Aim of the exercise:
Give back all of the data exactly as it appears here.

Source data
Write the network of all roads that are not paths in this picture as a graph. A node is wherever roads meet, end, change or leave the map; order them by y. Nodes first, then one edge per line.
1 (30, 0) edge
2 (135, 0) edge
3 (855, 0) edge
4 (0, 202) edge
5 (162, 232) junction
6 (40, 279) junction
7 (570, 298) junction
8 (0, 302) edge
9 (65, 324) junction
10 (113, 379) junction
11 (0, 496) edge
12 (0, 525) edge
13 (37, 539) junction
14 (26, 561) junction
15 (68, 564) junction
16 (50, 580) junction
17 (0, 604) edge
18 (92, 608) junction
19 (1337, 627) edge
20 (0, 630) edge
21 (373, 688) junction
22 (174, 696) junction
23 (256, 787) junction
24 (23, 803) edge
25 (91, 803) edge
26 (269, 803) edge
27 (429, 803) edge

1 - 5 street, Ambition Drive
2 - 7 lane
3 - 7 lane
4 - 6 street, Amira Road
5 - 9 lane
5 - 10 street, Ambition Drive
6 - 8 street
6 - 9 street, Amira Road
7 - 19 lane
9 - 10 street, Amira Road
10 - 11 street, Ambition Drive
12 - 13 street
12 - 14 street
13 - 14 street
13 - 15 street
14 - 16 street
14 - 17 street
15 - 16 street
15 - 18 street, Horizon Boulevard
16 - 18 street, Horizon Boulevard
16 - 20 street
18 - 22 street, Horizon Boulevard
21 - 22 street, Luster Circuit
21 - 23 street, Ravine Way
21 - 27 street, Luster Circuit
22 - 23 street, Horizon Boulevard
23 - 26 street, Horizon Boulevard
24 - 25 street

Result of the exercise:
Write the network of all roads that are not paths in this picture as a graph. A node is wherever roads meet, end, change or leave the map; order them by y. Nodes first, then one edge per line.
1 (30, 0) edge
2 (135, 0) edge
3 (855, 0) edge
4 (0, 202) edge
5 (162, 232) junction
6 (40, 279) junction
7 (570, 298) junction
8 (0, 302) edge
9 (65, 324) junction
10 (113, 379) junction
11 (0, 496) edge
12 (0, 525) edge
13 (37, 539) junction
14 (26, 561) junction
15 (68, 564) junction
16 (50, 580) junction
17 (0, 604) edge
18 (92, 608) junction
19 (1337, 627) edge
20 (0, 630) edge
21 (373, 688) junction
22 (174, 696) junction
23 (256, 787) junction
24 (23, 803) edge
25 (91, 803) edge
26 (269, 803) edge
27 (429, 803) edge

1 - 5 street, Ambition Drive
2 - 7 lane
3 - 7 lane
4 - 6 street, Amira Road
5 - 9 lane
5 - 10 street, Ambition Drive
6 - 8 street
6 - 9 street, Amira Road
7 - 19 lane
9 - 10 street, Amira Road
10 - 11 street, Ambition Drive
12 - 13 street
12 - 14 street
13 - 14 street
13 - 15 street
14 - 16 street
14 - 17 street
15 - 16 street
15 - 18 street, Horizon Boulevard
16 - 18 street, Horizon Boulevard
16 - 20 street
18 - 22 street, Horizon Boulevard
21 - 22 street, Luster Circuit
21 - 23 street, Ravine Way
21 - 27 street, Luster Circuit
22 - 23 street, Horizon Boulevard
23 - 26 street, Horizon Boulevard
24 - 25 street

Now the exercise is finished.